Records from a data source:
────────────────────────────────────────

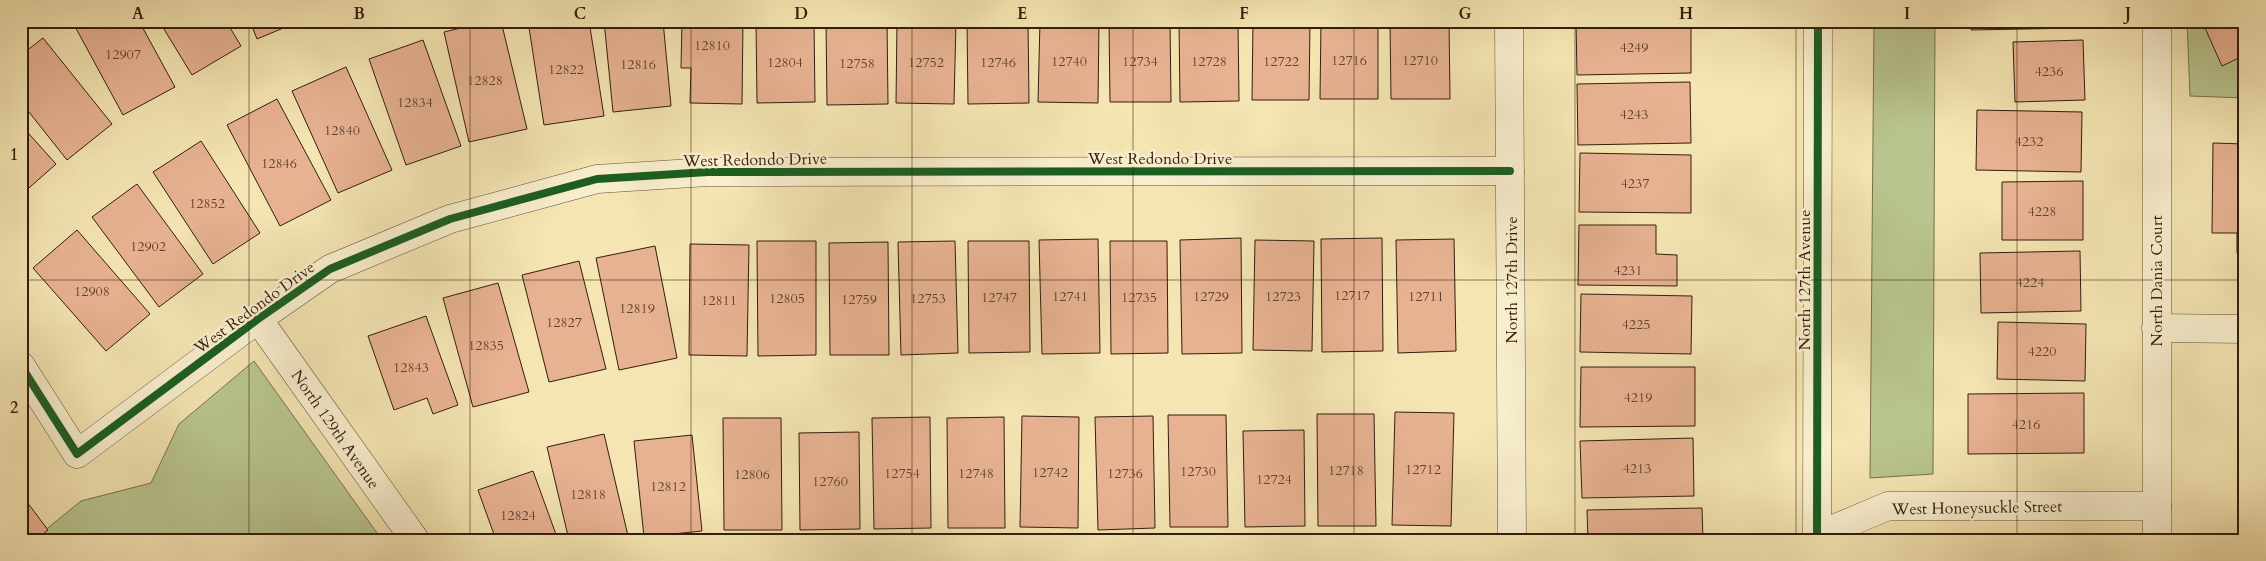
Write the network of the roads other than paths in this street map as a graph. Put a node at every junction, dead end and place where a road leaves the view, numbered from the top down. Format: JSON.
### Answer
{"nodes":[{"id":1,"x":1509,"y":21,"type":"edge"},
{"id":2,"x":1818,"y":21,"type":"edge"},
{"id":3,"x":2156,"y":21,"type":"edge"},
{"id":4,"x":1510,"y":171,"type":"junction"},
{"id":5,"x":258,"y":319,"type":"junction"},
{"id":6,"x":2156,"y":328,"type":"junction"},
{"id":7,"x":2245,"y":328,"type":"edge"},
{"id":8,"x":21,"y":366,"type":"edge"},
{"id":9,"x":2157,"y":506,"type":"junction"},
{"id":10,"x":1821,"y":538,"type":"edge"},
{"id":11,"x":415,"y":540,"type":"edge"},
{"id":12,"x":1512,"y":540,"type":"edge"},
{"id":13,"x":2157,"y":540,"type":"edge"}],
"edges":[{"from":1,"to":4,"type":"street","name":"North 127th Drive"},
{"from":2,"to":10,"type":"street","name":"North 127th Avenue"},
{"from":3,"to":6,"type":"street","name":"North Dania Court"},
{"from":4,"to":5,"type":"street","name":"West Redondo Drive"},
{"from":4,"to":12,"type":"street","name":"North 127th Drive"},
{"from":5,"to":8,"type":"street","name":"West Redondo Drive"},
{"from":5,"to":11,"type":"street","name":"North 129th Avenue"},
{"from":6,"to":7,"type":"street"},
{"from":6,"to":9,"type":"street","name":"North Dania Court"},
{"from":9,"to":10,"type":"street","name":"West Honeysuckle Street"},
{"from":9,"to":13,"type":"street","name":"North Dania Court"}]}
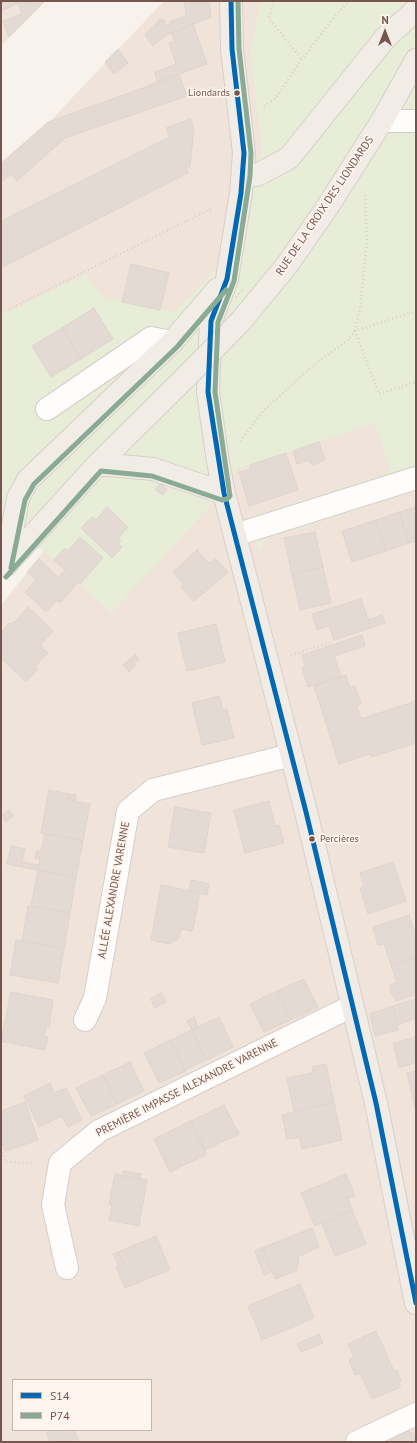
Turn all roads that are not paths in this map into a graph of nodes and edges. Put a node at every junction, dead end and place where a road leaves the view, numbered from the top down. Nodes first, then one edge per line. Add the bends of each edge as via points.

────────────────────────────────────────

Assigned task: Output a precise copy of the entries, leaving the images out.

Output of the exercise:
Write the network of the roads other than paths in this street map as a graph. Put a node at every junction, dead end and place where a road leaves the view, numbered from the top down. Format: JSON.
### Answer
{"nodes":[{"id":1,"x":1509,"y":21,"type":"edge"},
{"id":2,"x":1818,"y":21,"type":"edge"},
{"id":3,"x":2156,"y":21,"type":"edge"},
{"id":4,"x":1510,"y":171,"type":"junction"},
{"id":5,"x":258,"y":319,"type":"junction"},
{"id":6,"x":2156,"y":328,"type":"junction"},
{"id":7,"x":2245,"y":328,"type":"edge"},
{"id":8,"x":21,"y":366,"type":"edge"},
{"id":9,"x":2157,"y":506,"type":"junction"},
{"id":10,"x":1821,"y":538,"type":"edge"},
{"id":11,"x":415,"y":540,"type":"edge"},
{"id":12,"x":1512,"y":540,"type":"edge"},
{"id":13,"x":2157,"y":540,"type":"edge"}],
"edges":[{"from":1,"to":4,"type":"street","name":"North 127th Drive"},
{"from":2,"to":10,"type":"street","name":"North 127th Avenue"},
{"from":3,"to":6,"type":"street","name":"North Dania Court"},
{"from":4,"to":5,"type":"street","name":"West Redondo Drive"},
{"from":4,"to":12,"type":"street","name":"North 127th Drive"},
{"from":5,"to":8,"type":"street","name":"West Redondo Drive"},
{"from":5,"to":11,"type":"street","name":"North 129th Avenue"},
{"from":6,"to":7,"type":"street"},
{"from":6,"to":9,"type":"street","name":"North Dania Court"},
{"from":9,"to":10,"type":"street","name":"West Honeysuckle Street"},
{"from":9,"to":13,"type":"street","name":"North Dania Court"}]}
Turn all roads that are not paths in this map into a graph of nodes and edges. Put a node at every junction, dead end and place where a road leaves the view, numbered from the top down. Nodes first, then one edge per line. Add the bends of each edge as via points.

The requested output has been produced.